In the town of Sancti Spiritus, we were introduced to Pedro, the dean of English at the city’s university, who was paid only $30 per month by the state for his work, while a young waiter working in and around tourists might make $40 per week off of tips.
Displaying perfectly how tourism has affected Cuba’s economy in a very disproportionate way, this trend is a reflection of a system that is caught between two strong economic theories: Capitalism and Socialism. But seeming impossible to our foreign minds, we all began to realize that this was a place we could never truly understand.
But faced with these troubling economic conundrums, our first reaction is to judge and diagnose to determine what is the best avenue to Cuba’s future. But, after three weeks of immersing myself in a people and nation that humbled me to my core, I realized that I hadn’t even scratched the surface of understanding their way of life. And if my limited American perspective couldn’t begin to understand this nation, how can I possible judge their future? Of course, you may be asking, if we can’t judge, then why share this story with us?

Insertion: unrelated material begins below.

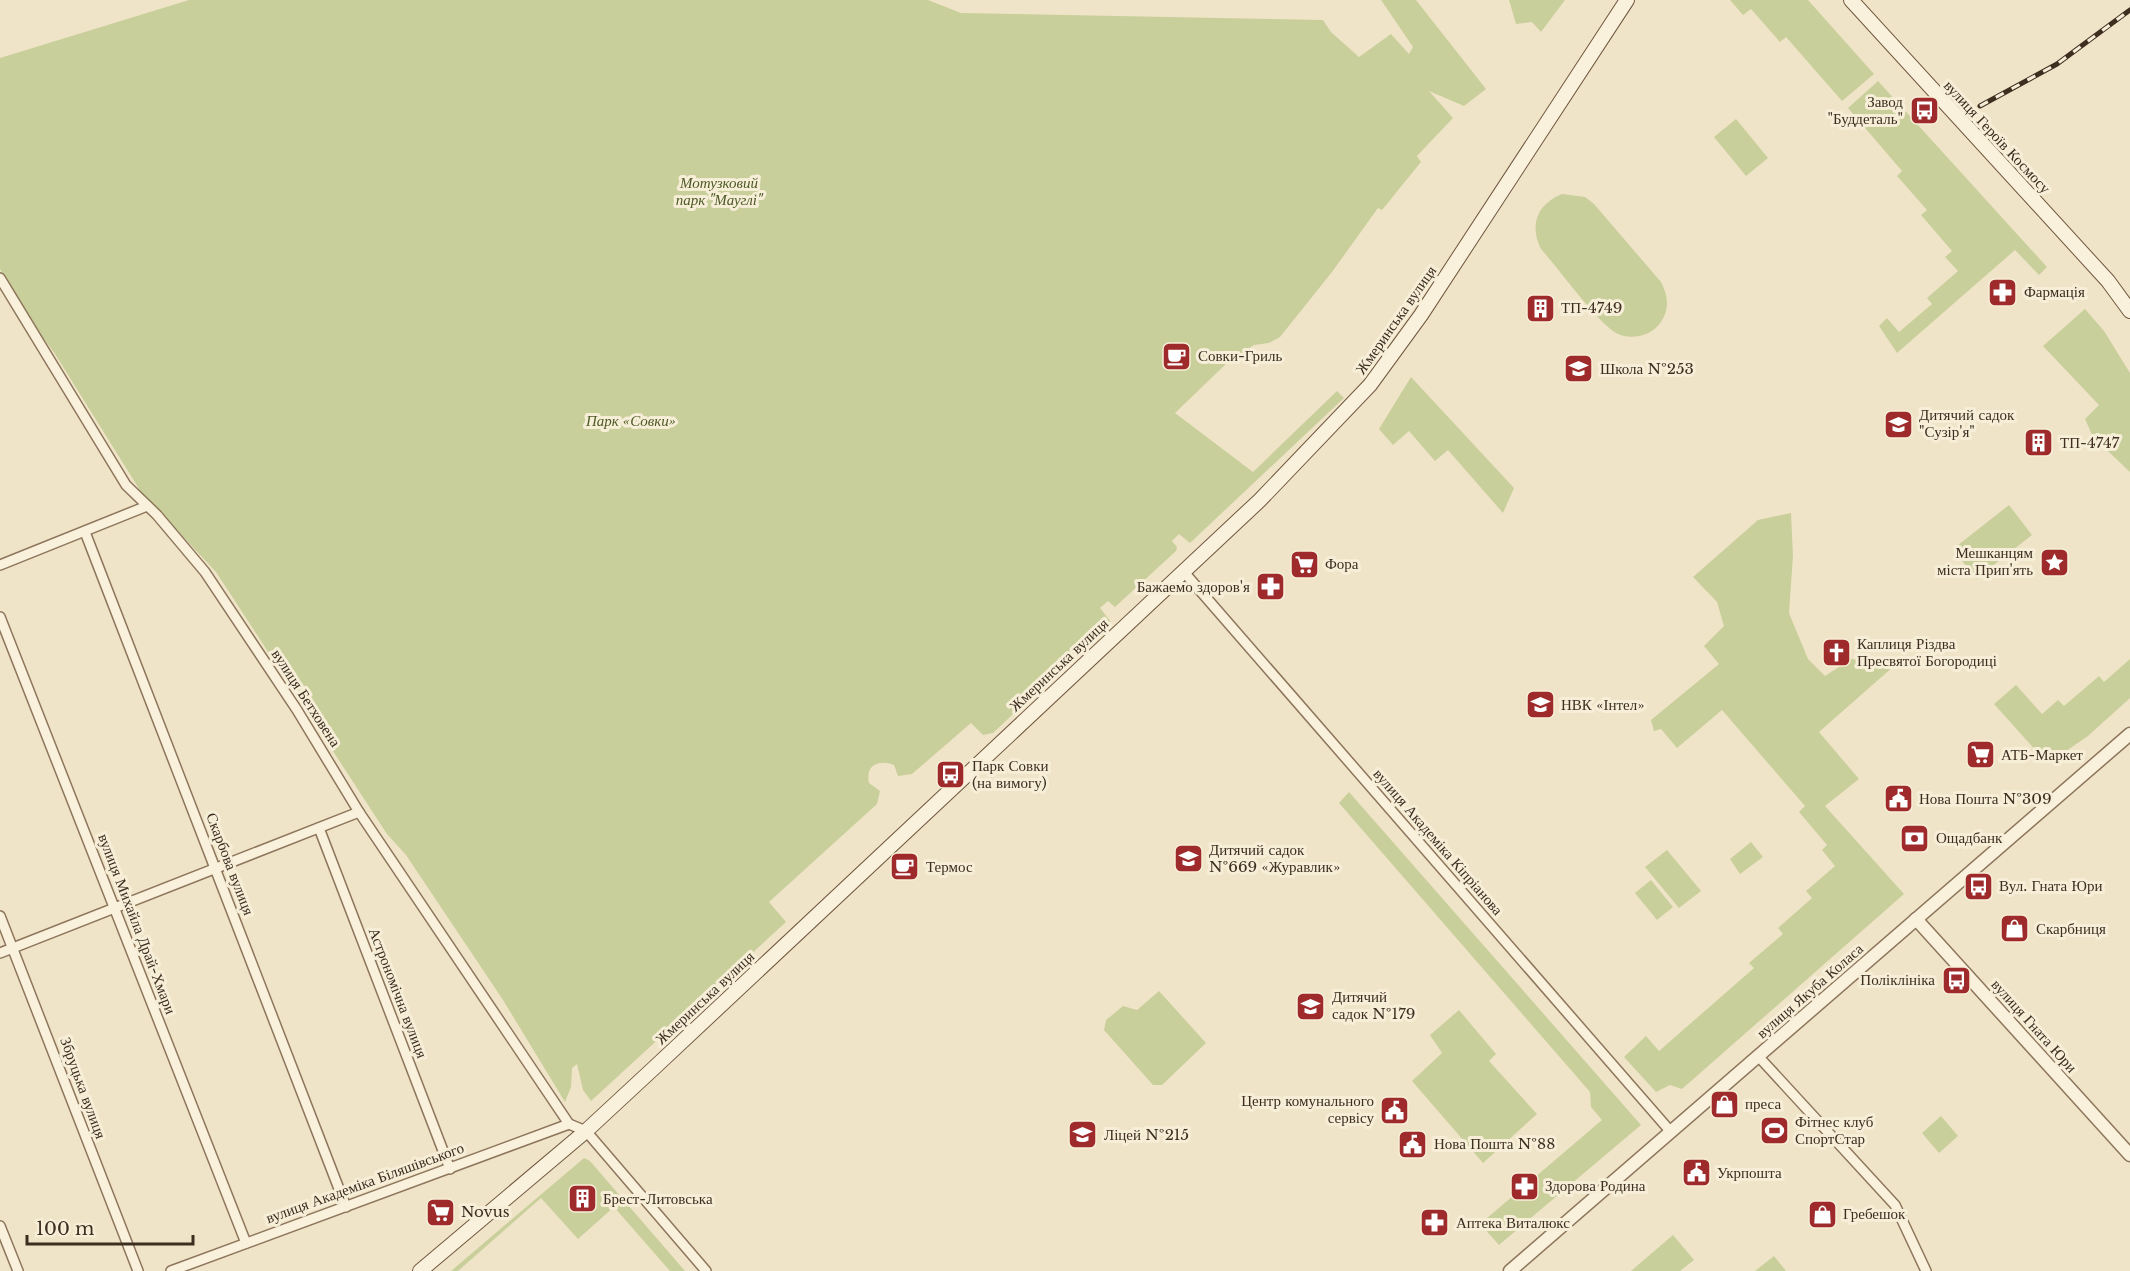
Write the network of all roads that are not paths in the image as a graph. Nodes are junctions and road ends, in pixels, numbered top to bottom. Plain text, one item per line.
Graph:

And it is merely because amidst all the artwork, music, photos, and amazing tutoring stories we bring back and all that will be said about Cuba as current events unfold, America will try to grapple with understanding this complex and dazzling country. And I hope that while we can begin to recognize the economic hardships faced by Cuba’s economy, we can never really understand what is at work here, and instead celebrate all the amazing things that Cuba is, rather than what it should be.